#### [WORK TO BE COMPLETED]
What lines below contain the word "Allee"? Please pull each one out.

#### [PROVIDED RECORDS]

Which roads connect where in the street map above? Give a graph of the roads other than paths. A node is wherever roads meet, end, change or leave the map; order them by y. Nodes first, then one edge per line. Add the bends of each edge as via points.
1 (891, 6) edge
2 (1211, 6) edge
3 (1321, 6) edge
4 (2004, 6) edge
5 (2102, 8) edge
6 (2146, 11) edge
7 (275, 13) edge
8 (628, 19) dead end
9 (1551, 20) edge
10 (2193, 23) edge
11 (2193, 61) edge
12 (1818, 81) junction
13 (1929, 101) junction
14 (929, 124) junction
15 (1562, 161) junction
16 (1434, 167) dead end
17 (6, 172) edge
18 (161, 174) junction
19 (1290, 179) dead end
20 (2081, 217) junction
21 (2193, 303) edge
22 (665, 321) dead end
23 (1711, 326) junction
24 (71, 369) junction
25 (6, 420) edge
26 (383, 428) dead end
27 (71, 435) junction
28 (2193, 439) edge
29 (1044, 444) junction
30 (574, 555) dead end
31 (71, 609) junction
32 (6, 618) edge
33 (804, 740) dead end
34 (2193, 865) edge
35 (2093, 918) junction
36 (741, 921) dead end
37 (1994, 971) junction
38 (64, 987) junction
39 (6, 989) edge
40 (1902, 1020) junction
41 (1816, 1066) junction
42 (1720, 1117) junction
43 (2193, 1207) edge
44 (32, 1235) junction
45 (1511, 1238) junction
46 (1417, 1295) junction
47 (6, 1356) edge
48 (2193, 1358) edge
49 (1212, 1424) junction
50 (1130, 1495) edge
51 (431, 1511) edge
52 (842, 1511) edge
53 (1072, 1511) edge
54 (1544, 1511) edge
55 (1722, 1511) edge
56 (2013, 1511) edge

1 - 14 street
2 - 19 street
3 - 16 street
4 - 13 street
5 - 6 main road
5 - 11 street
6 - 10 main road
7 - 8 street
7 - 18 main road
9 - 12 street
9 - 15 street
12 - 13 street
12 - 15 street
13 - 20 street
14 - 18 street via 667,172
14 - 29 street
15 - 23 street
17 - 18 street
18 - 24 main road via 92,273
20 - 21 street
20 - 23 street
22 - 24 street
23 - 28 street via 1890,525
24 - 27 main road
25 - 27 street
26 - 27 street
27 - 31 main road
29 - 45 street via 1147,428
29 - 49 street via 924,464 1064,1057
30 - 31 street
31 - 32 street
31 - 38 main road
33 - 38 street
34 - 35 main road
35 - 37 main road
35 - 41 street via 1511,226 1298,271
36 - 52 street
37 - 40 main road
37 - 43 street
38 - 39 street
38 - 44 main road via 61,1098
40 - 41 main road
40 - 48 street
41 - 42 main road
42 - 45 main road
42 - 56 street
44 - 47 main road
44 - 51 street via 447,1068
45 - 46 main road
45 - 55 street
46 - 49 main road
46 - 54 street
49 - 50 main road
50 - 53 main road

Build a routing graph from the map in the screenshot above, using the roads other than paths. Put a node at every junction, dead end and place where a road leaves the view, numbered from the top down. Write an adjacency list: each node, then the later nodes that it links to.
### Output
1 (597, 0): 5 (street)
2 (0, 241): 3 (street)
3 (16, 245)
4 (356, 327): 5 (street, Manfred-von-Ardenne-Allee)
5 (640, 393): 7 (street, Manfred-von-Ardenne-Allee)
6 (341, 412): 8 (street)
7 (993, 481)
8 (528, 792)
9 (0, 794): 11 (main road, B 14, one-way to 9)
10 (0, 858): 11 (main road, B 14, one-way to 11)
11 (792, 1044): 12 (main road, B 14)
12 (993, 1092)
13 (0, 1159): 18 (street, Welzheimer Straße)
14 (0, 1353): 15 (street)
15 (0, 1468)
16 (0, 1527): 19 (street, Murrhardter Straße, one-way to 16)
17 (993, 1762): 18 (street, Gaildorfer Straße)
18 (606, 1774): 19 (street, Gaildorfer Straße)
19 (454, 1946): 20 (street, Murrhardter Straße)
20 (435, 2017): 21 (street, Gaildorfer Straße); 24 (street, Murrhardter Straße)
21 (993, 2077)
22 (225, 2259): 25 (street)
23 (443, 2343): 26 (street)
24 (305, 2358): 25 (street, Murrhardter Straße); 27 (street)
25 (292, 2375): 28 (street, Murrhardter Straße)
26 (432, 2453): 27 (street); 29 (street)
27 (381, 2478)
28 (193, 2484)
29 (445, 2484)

#### [YOUR SOLUTION]
4 (356, 327): 5 (street, Manfred-von-Ardenne-Allee)
5 (640, 393): 7 (street, Manfred-von-Ardenne-Allee)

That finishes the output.